Stored data entries:
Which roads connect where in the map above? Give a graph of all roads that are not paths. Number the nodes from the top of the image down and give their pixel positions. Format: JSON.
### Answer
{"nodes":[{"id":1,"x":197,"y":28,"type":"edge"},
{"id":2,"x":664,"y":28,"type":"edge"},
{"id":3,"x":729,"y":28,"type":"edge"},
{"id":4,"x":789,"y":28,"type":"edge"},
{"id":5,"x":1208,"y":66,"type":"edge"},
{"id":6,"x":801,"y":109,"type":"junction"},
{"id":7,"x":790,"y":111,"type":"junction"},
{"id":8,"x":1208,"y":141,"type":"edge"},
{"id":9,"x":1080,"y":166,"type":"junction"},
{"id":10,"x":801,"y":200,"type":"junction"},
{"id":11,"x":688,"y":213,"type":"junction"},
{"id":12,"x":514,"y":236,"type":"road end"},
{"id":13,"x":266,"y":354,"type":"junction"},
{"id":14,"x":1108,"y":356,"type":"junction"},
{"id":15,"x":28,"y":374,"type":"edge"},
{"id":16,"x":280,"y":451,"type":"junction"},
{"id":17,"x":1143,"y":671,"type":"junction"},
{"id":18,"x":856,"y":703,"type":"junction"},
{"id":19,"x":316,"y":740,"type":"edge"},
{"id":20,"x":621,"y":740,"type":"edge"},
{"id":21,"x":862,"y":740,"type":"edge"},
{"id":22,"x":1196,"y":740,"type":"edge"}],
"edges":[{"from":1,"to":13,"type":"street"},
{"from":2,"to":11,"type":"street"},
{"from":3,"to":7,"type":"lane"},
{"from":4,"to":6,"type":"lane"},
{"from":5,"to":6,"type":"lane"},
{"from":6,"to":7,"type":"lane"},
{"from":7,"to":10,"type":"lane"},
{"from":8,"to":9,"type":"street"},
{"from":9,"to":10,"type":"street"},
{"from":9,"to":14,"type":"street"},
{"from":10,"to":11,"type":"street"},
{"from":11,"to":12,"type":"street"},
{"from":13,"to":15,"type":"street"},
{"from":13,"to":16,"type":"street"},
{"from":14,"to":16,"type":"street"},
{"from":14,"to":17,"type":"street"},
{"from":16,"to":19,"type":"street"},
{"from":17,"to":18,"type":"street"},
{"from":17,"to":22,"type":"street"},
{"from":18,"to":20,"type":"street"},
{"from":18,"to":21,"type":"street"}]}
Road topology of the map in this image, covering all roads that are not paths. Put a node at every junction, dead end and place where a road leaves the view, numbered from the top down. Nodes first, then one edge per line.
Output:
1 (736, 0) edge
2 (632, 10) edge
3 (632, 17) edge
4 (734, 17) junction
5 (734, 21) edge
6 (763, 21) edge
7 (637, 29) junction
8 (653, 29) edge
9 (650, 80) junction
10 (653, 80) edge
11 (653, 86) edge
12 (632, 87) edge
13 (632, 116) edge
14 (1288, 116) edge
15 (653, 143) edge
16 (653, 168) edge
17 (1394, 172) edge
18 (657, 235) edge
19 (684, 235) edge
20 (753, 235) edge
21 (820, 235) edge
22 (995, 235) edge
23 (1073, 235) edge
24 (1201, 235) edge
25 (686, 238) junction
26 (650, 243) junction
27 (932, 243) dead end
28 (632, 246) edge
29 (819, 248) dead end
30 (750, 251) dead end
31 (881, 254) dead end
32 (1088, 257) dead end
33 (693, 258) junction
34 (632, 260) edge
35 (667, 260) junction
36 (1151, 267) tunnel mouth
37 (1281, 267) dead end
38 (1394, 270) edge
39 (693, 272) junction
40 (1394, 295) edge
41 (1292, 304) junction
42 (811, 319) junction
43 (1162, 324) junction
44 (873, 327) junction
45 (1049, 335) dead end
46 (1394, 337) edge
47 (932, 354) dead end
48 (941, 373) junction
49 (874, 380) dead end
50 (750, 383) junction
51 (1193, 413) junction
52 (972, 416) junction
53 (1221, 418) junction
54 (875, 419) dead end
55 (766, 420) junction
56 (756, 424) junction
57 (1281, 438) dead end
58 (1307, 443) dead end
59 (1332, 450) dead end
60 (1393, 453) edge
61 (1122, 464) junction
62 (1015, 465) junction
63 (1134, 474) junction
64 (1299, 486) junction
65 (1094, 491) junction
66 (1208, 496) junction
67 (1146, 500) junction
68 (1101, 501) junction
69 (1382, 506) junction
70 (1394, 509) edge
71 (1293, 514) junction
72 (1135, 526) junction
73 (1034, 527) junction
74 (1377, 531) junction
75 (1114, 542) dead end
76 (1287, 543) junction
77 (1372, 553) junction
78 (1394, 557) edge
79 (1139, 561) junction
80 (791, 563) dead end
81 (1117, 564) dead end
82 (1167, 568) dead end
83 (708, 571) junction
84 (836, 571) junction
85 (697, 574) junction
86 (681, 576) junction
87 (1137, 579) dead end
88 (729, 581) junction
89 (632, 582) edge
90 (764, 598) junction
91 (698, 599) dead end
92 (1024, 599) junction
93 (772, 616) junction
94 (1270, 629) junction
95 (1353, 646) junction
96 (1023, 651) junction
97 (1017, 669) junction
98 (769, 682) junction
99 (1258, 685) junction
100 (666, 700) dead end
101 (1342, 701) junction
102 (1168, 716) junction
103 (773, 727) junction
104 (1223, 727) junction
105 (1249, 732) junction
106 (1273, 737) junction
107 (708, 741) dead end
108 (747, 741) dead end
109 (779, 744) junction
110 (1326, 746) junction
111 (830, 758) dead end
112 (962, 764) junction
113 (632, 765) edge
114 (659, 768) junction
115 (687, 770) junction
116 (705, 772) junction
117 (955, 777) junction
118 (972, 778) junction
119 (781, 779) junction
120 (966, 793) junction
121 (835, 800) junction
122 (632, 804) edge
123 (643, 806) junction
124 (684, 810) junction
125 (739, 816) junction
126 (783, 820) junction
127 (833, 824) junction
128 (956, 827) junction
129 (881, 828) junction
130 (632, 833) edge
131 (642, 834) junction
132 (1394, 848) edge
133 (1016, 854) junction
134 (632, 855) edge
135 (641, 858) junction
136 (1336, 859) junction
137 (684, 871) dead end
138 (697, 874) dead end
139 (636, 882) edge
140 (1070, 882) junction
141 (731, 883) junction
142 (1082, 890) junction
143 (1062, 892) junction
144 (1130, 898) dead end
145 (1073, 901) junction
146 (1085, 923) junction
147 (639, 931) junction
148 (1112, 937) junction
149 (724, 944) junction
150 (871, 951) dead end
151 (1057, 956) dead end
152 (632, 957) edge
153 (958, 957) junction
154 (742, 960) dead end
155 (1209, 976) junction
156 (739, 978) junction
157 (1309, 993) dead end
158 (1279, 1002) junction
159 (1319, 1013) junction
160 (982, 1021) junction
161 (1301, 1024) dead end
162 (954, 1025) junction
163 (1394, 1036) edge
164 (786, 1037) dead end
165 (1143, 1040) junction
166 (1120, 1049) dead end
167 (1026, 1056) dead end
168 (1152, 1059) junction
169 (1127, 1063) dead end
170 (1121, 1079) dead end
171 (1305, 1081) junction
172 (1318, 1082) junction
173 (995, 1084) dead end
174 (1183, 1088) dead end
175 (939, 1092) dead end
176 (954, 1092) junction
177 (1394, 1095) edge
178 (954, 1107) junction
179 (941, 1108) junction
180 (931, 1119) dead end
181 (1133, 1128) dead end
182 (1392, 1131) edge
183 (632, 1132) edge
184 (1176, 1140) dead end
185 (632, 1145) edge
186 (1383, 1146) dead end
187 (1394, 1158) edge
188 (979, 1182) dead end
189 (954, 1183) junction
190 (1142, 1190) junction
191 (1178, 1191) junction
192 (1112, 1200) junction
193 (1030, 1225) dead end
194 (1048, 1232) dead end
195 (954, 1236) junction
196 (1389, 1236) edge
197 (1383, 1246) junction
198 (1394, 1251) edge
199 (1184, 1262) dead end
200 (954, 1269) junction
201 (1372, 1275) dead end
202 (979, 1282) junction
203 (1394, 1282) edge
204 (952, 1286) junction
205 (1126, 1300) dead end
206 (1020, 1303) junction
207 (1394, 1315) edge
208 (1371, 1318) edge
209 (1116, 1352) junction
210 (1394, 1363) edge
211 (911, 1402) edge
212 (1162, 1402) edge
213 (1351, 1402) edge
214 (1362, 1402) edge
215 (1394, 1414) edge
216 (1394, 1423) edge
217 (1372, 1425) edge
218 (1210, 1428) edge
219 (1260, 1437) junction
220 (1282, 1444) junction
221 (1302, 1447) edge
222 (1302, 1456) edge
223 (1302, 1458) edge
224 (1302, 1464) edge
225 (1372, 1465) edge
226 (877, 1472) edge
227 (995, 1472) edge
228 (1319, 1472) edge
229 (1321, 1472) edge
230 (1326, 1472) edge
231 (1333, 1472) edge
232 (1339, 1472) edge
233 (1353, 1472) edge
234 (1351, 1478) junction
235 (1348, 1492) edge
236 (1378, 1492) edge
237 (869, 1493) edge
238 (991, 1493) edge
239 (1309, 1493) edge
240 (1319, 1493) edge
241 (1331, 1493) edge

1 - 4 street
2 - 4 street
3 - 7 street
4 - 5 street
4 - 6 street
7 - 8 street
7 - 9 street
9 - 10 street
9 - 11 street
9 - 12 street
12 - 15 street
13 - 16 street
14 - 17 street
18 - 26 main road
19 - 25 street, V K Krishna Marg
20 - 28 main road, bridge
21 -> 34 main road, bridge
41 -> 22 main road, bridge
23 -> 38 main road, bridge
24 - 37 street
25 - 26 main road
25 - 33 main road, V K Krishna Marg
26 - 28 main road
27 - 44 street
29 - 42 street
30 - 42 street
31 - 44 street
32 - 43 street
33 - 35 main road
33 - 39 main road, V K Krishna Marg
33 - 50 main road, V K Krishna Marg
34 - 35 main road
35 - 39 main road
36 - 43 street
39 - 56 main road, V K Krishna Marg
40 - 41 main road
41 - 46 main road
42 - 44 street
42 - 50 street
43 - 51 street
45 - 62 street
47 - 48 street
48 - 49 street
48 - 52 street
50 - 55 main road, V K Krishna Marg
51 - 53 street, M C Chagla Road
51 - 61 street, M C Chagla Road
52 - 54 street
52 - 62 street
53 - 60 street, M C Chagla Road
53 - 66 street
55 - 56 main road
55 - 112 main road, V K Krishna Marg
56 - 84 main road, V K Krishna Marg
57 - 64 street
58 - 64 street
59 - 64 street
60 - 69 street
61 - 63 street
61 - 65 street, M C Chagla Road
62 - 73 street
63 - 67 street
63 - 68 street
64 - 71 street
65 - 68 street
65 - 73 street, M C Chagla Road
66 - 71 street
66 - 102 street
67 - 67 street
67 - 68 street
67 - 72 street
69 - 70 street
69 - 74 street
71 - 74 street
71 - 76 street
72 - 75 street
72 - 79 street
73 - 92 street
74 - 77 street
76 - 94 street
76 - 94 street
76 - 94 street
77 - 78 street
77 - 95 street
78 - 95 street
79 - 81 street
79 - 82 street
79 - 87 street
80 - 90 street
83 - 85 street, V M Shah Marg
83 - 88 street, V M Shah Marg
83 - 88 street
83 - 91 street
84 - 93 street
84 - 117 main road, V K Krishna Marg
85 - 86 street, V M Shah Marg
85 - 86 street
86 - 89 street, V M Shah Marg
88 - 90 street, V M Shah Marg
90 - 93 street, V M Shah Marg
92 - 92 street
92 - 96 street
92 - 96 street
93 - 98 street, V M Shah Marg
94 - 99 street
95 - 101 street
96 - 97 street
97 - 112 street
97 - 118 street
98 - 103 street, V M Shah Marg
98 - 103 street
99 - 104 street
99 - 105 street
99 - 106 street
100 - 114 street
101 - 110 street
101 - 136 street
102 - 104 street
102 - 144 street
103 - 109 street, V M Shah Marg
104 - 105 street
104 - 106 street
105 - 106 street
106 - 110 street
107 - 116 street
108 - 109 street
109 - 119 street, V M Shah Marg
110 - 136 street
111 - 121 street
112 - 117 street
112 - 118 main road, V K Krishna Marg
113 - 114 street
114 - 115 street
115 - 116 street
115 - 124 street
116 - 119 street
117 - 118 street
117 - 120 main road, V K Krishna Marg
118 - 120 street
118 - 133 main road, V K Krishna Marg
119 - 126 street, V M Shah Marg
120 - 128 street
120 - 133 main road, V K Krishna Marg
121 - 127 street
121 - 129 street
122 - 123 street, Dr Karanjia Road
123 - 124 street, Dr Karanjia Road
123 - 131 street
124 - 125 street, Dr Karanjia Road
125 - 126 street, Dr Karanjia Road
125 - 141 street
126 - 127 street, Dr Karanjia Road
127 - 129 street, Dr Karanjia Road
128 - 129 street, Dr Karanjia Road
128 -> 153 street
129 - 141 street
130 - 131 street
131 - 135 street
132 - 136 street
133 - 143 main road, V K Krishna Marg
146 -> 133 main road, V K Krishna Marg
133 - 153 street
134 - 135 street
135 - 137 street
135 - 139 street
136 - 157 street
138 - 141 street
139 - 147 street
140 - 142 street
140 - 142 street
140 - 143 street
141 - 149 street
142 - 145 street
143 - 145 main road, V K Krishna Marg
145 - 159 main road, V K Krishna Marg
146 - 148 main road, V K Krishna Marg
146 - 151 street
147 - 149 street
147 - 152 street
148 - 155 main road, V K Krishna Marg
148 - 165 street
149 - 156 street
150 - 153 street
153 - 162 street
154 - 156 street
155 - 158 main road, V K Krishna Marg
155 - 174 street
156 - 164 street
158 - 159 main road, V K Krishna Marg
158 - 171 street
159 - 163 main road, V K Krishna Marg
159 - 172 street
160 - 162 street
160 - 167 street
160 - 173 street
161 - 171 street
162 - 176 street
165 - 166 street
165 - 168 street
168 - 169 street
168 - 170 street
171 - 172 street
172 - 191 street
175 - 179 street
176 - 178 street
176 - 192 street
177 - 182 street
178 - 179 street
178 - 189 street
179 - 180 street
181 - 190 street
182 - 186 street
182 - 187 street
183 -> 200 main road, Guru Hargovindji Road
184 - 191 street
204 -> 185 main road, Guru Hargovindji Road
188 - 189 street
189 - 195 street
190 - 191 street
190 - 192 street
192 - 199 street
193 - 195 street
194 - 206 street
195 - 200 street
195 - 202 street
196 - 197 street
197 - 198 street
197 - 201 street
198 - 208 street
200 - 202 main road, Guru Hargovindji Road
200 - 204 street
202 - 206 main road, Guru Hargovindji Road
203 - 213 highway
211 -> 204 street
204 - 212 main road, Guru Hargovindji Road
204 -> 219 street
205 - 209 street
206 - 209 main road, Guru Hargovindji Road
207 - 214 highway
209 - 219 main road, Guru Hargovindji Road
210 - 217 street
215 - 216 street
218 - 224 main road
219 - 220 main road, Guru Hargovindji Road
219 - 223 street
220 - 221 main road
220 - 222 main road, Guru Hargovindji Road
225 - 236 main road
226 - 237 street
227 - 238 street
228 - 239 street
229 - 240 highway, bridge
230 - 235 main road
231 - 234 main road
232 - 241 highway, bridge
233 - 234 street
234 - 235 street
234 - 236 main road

Task: Scan each line above for the string "Karanjia". Give the tally and nothing else.

Result: 7